SI
SI
discoversearch

We've detected that you're using an ad content blocking browser plug-in or feature. Ads provide a critical source of revenue to the continued operation of Silicon Investor.  We ask that you disable ad blocking while on Silicon Investor in the best interests of our community.  If you are not using an ad blocker but are still receiving this message, make sure your browser's tracking protection is set to the 'standard' level.
Politics : The Obama - Clinton Disaster -- Ignore unavailable to you. Want to Upgrade?

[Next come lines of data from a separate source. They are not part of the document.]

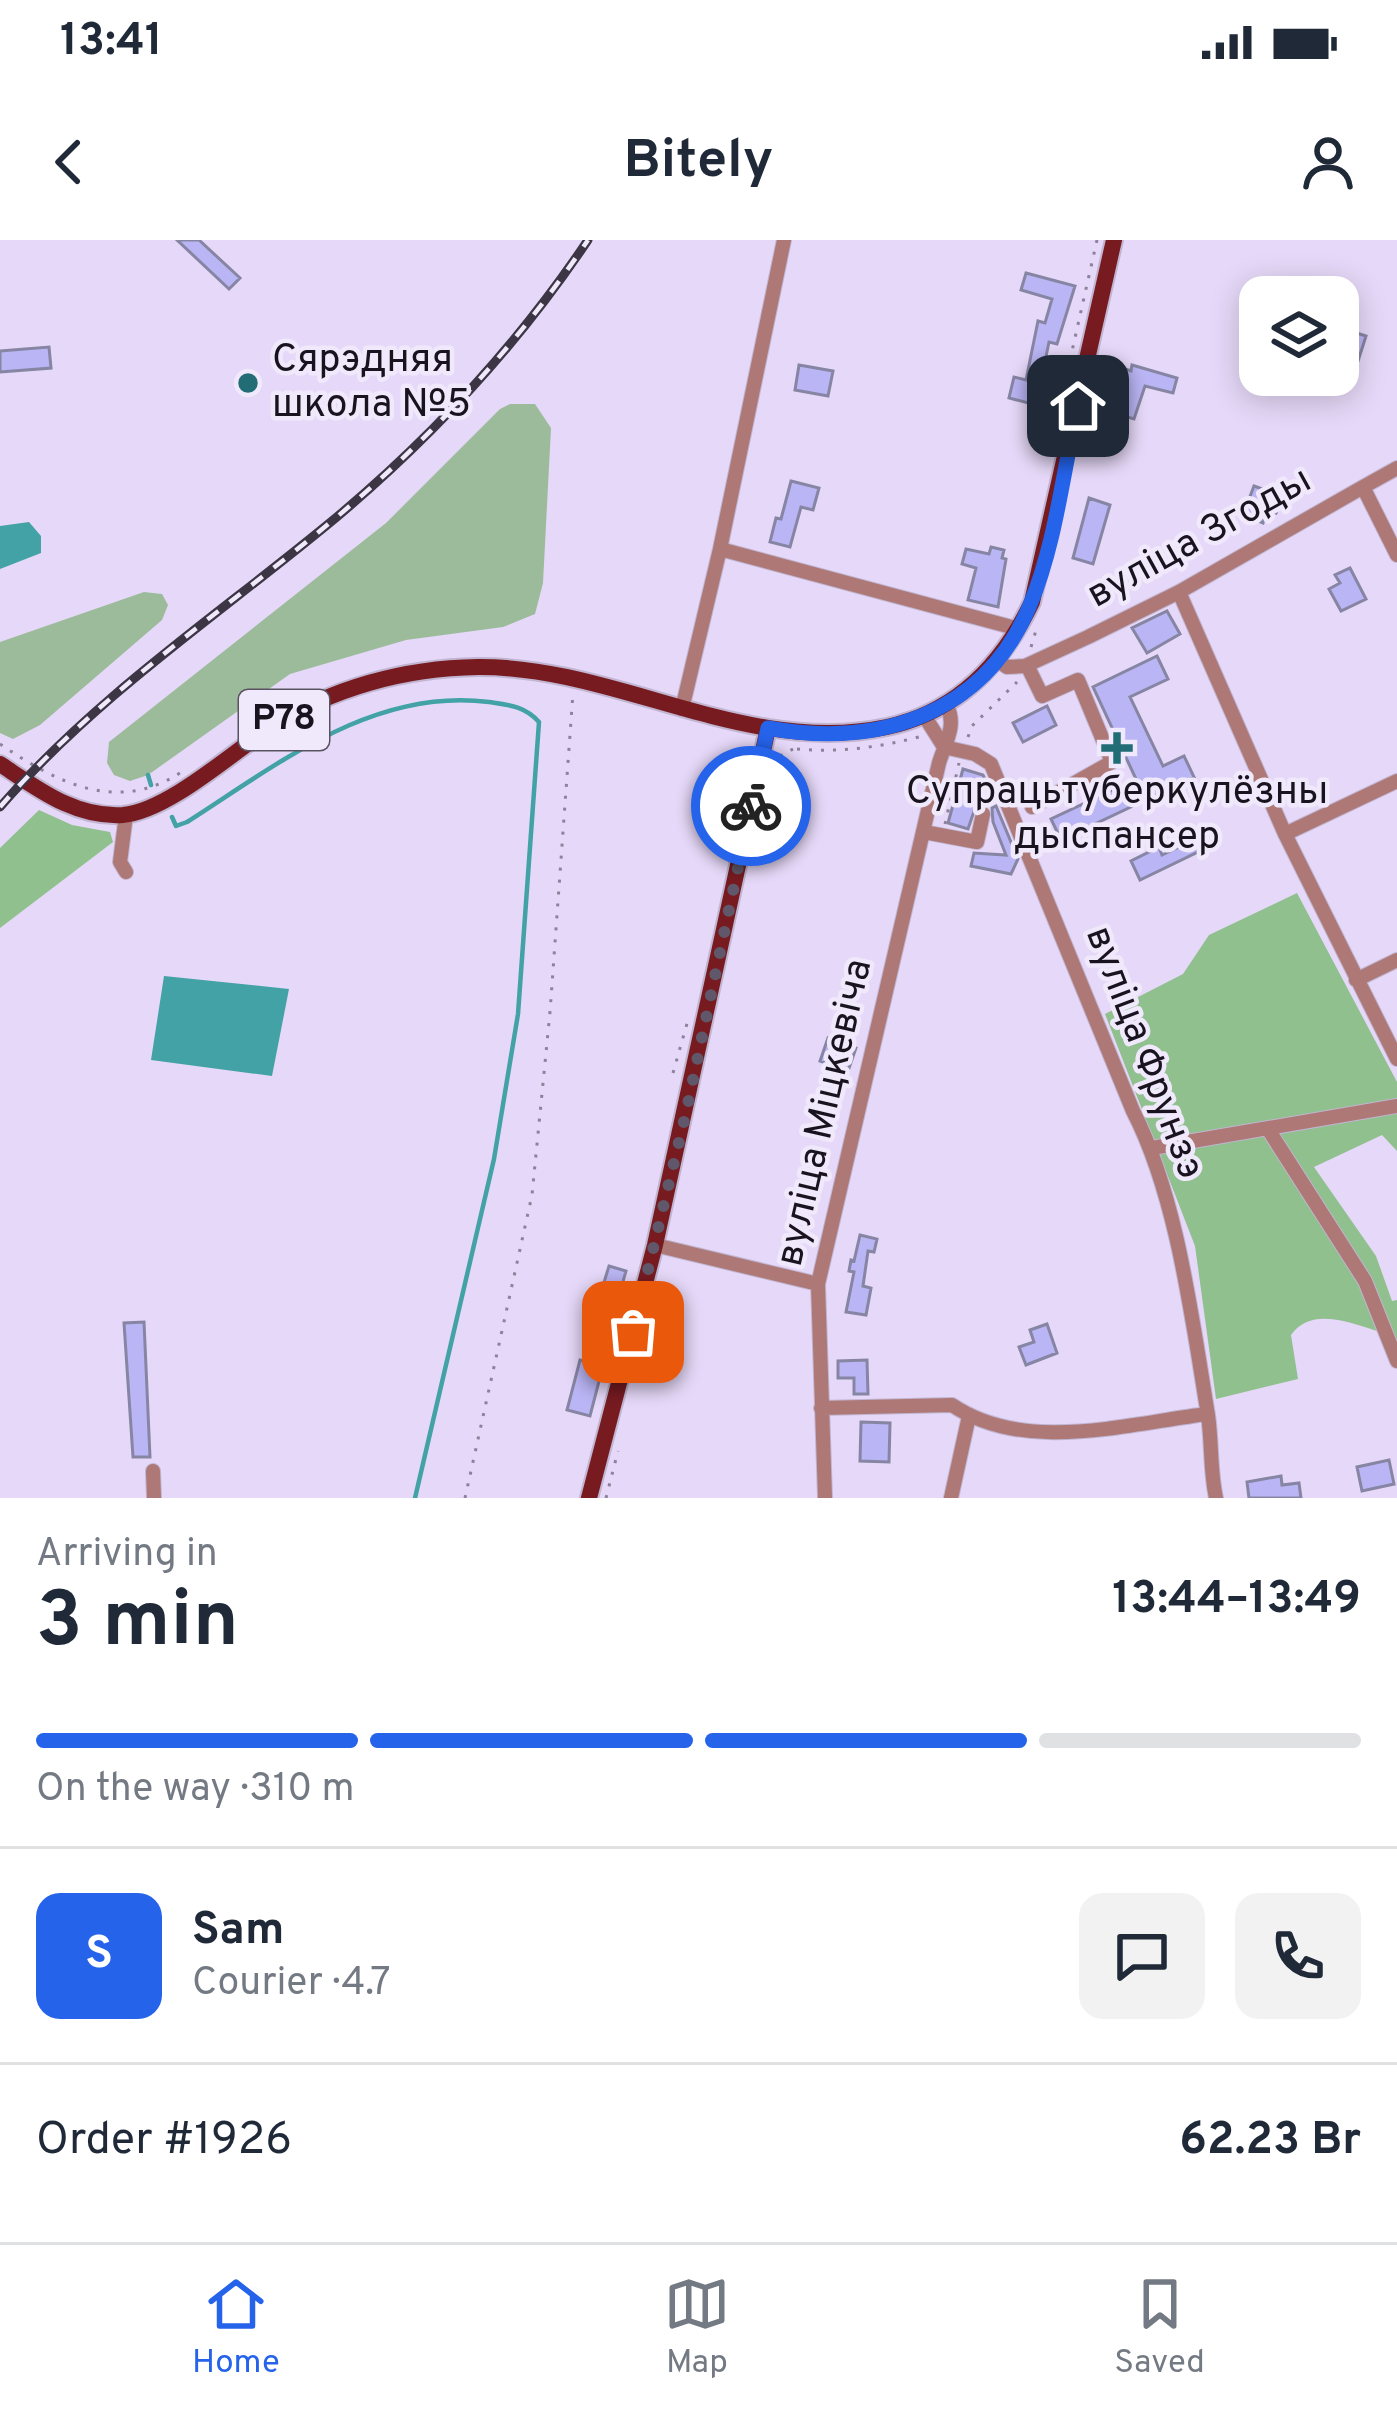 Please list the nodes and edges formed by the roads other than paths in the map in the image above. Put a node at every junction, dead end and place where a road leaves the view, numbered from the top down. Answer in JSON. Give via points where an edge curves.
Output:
{"nodes":[{"id":1,"x":784,"y":240,"type":"edge"},
{"id":2,"x":1114,"y":240,"type":"edge"},
{"id":3,"x":1397,"y":468,"type":"edge"},
{"id":4,"x":1363,"y":487,"type":"junction"},
{"id":5,"x":720,"y":549,"type":"junction"},
{"id":6,"x":1397,"y":556,"type":"edge"},
{"id":7,"x":1179,"y":592,"type":"junction"},
{"id":8,"x":1019,"y":629,"type":"junction"},
{"id":9,"x":997,"y":660,"type":"junction"},
{"id":10,"x":1027,"y":665,"type":"junction"},
{"id":11,"x":947,"y":706,"type":"junction"},
{"id":12,"x":682,"y":709,"type":"junction"},
{"id":13,"x":926,"y":717,"type":"junction"},
{"id":14,"x":768,"y":728,"type":"junction"},
{"id":15,"x":944,"y":747,"type":"junction"},
{"id":16,"x":0,"y":764,"type":"edge"},
{"id":17,"x":1397,"y":782,"type":"edge"},
{"id":18,"x":1032,"y":807,"type":"dead end"},
{"id":19,"x":983,"y":814,"type":"dead end"},
{"id":20,"x":126,"y":815,"type":"junction"},
{"id":21,"x":924,"y":832,"type":"junction"},
{"id":22,"x":1285,"y":834,"type":"junction"},
{"id":23,"x":126,"y":872,"type":"dead end"},
{"id":24,"x":1397,"y":960,"type":"edge"},
{"id":25,"x":1356,"y":980,"type":"junction"},
{"id":26,"x":1397,"y":1059,"type":"edge"},
{"id":27,"x":1397,"y":1106,"type":"edge"},
{"id":28,"x":1268,"y":1129,"type":"junction"},
{"id":29,"x":1152,"y":1148,"type":"junction"},
{"id":30,"x":656,"y":1245,"type":"junction"},
{"id":31,"x":818,"y":1284,"type":"junction"},
{"id":32,"x":1397,"y":1361,"type":"edge"},
{"id":33,"x":820,"y":1408,"type":"junction"},
{"id":34,"x":1208,"y":1414,"type":"junction"},
{"id":35,"x":969,"y":1416,"type":"junction"},
{"id":36,"x":153,"y":1471,"type":"dead end"},
{"id":37,"x":154,"y":1498,"type":"edge"},
{"id":38,"x":589,"y":1498,"type":"edge"},
{"id":39,"x":825,"y":1498,"type":"edge"},
{"id":40,"x":951,"y":1498,"type":"edge"},
{"id":41,"x":1216,"y":1498,"type":"edge"}],
"edges":[{"from":1,"to":5,"type":"street"},
{"from":2,"to":8,"type":"main road","via":[[1041,572]]},
{"from":3,"to":4,"type":"street"},
{"from":4,"to":6,"type":"street","name":"вуліца Згоды"},
{"from":4,"to":7,"type":"street","name":"вуліца Згоды"},
{"from":5,"to":8,"type":"street"},
{"from":5,"to":12,"type":"street"},
{"from":7,"to":10,"type":"street","name":"вуліца Згоды"},
{"from":7,"to":22,"type":"street"},
{"from":8,"to":9,"type":"main road"},
{"from":9,"to":10,"type":"street"},
{"from":9,"to":11,"type":"main road"},
{"from":10,"to":18,"type":"street","via":[[1042,696],[1078,680],[1112,762]]},
{"from":11,"to":13,"type":"main road"},
{"from":11,"to":15,"type":"street","name":"вуліца Міцкевіча"},
{"from":12,"to":14,"type":"main road","number":"Р78"},
{"from":12,"to":20,"type":"main road","number":"Р78","via":[[479,667],[361,685],[274,725],[170,796]]},
{"from":13,"to":14,"type":"main road","via":[[847,735]]},
{"from":13,"to":15,"type":"street"},
{"from":14,"to":30,"type":"main road"},
{"from":15,"to":21,"type":"street","name":"вуліца Міцкевіча"},
{"from":15,"to":29,"type":"street","name":"вуліца Фрунзэ","via":[[992,764]]},
{"from":16,"to":20,"type":"main road","via":[[70,807]]},
{"from":17,"to":22,"type":"street"},
{"from":19,"to":21,"type":"street","via":[[977,842]]},
{"from":20,"to":23,"type":"street"},
{"from":21,"to":31,"type":"street","name":"вуліца Міцкевіча"},
{"from":22,"to":25,"type":"street"},
{"from":24,"to":25,"type":"street"},
{"from":25,"to":26,"type":"street"},
{"from":27,"to":28,"type":"street"},
{"from":28,"to":29,"type":"street"},
{"from":28,"to":32,"type":"street","via":[[1365,1281]]},
{"from":29,"to":34,"type":"street","name":"вуліца Фрунзэ"},
{"from":30,"to":31,"type":"street"},
{"from":30,"to":38,"type":"main road"},
{"from":31,"to":33,"type":"street","name":"вуліца Міцкевіча"},
{"from":33,"to":35,"type":"street","via":[[952,1405]]},
{"from":33,"to":39,"type":"street","name":"вуліца Міцкевіча"},
{"from":34,"to":35,"type":"street","via":[[1050,1434]]},
{"from":34,"to":41,"type":"street","name":"вуліца Фрунзэ"},
{"from":35,"to":40,"type":"street"},
{"from":36,"to":37,"type":"street"}]} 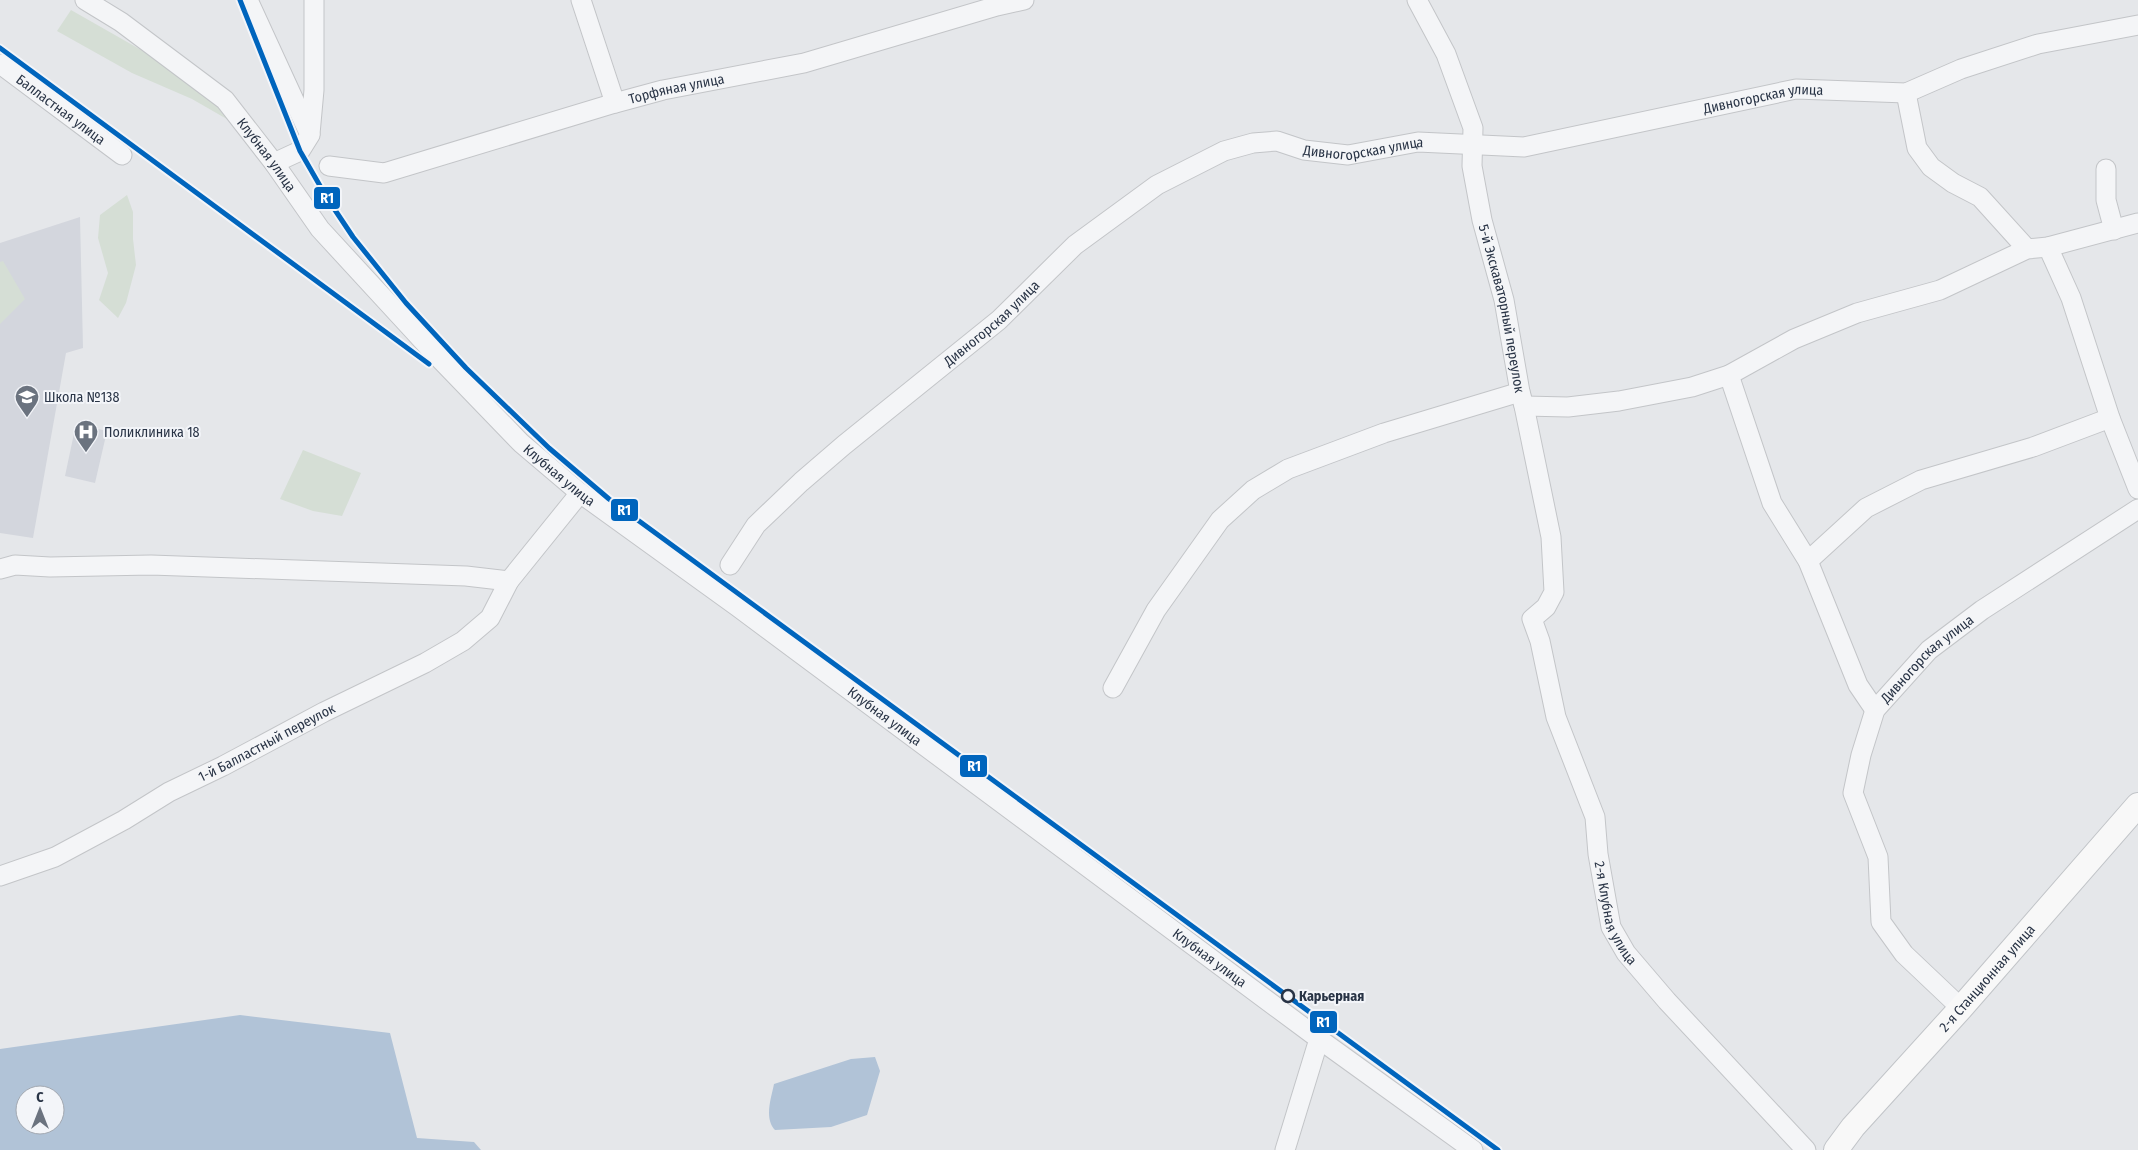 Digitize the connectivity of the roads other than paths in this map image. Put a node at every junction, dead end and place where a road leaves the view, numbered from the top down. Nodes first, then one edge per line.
1 (85, 0) edge
2 (248, 0) edge
3 (314, 0) edge
4 (581, 0) edge
5 (1024, 0) edge
6 (1417, 0) edge
7 (2138, 25) edge
8 (0, 64) edge
9 (1906, 93) junction
10 (615, 103) junction
11 (310, 135) junction
12 (1473, 144) junction
13 (122, 155) dead end
14 (274, 163) junction
15 (329, 166) dead end
16 (2106, 169) dead end
17 (2138, 223) edge
18 (2114, 230) junction
19 (2048, 247) junction
20 (2027, 249) junction
21 (1729, 375) junction
22 (1522, 399) junction
23 (2110, 418) junction
24 (2138, 489) edge
25 (580, 492) junction
26 (2138, 509) edge
27 (1808, 560) junction
28 (730, 565) dead end
29 (0, 570) edge
30 (509, 582) junction
31 (1532, 619) joint
32 (1113, 688) dead end
33 (1875, 710) junction
34 (2138, 805) edge
35 (0, 876) edge
36 (1961, 1008) junction
37 (1319, 1039) junction
38 (1285, 1150) edge
39 (1473, 1150) edge
40 (1806, 1150) edge
41 (1836, 1150) edge

1 - 14 street, Клубная улица
2 - 11 street
3 - 11 street
4 - 10 street
5 - 10 street, Торфяная улица
6 - 12 street, 5-й Экскаваторный переулок
7 - 9 street, Дивногорская улица
8 - 13 street, Балластная улица
9 - 12 street, Дивногорская улица
9 - 20 street
10 - 15 street, Торфяная улица
11 - 14 street
12 - 22 street, 5-й Экскаваторный переулок
12 - 28 street, Дивногорская улица
14 - 25 street, Клубная улица
16 - 18 street
17 - 18 street
18 - 19 street
19 - 20 street
19 - 23 street
20 - 21 street
21 - 22 street
21 - 27 street
22 - 31 street, 5-й Экскаваторный переулок
22 - 32 street
23 - 24 street
23 - 27 street
25 - 30 street, 1-й Балластный переулок
25 - 37 street, Клубная улица
26 - 33 street, Дивногорская улица
27 - 33 street
29 - 30 street
30 - 35 street, 1-й Балластный переулок
31 - 40 street, 2-я Клубная улица
33 - 36 street, Дивногорская улица
34 - 36 main road, 2-я Станционная улица
36 - 41 main road, 2-я Станционная улица
37 - 38 street
37 - 39 street, Клубная улица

To: DuckTapeSunroof who wrote (14695)7/4/2009 2:10:04 PM
From: GROUND ZERO™2 Recommendations  Read Replies (1) | Respond to of 103300
 
That article reminds me of the headline newspaper that declared "Dewey Defeats Truman"... when did the press ever get anything right, they're just political junkies without a clue who will write anything that sells for their meal ticket...



Instead of:

Alaska's governor Sarah Palin resigns, dooming her presidential pipe dream

How about:

Alaska's governor Sarah Palin resigns, ensuring her presidential ambition

GZ



To: DuckTapeSunroof who wrote (14695)7/4/2009 3:04:33 PM
From: longnshort  Read Replies (1) | Respond to of 103300
 
FWIW [Steve Hayward]

From my endless archives, a few samples of how the major media wrote off Ronald Reagan repeatedly:

Newsweek, 1971, “Ronald Reagan’s Slow Fade,” ended with the judgment that “the somber truth is that Sacramento may mark the end of Ronald Reagan’s political road. . . By every normal measure, Ronald Reagan ought to be entitled to any political future he wants. A close aide said, 'The Presidency? Oh, he’s not interested. Four more years and I think you’ll see Ronald Reagan riding one of his horses off into the sunset.'” And see Stephen Roberts in the New York Times Magazine: “In 1976, the reasoning goes, Reagan would be 65, and too old to run.” “When a guy’s built on celluloid,” Democratic State Senator George Moscone said, “he goes up fast, but he burns out quickly.”

After the 1976 campaign, Newsweek offered a reprise, “Into the Sunset": "The concluding line of Reagan’s convention speech—'There is no substitute for victory'—could also turn out to be a epitaph for his own political career."

And not to be left out, John Coyne wrote in some magazine called National Review that "Reagan seems somewhat out of step with the new political stirrings, a man very much of the Sixties. . . For a decade he has been a central symbol of everything that is best in what we call the conservative movement, and if his approach and his ideas are obsolete, then so are those many of us who believe in him. And it’s never much fun to be a middle-aged anachronism."

Everyone should apply the appropriate discount to the Palin commentary and analysis they read today.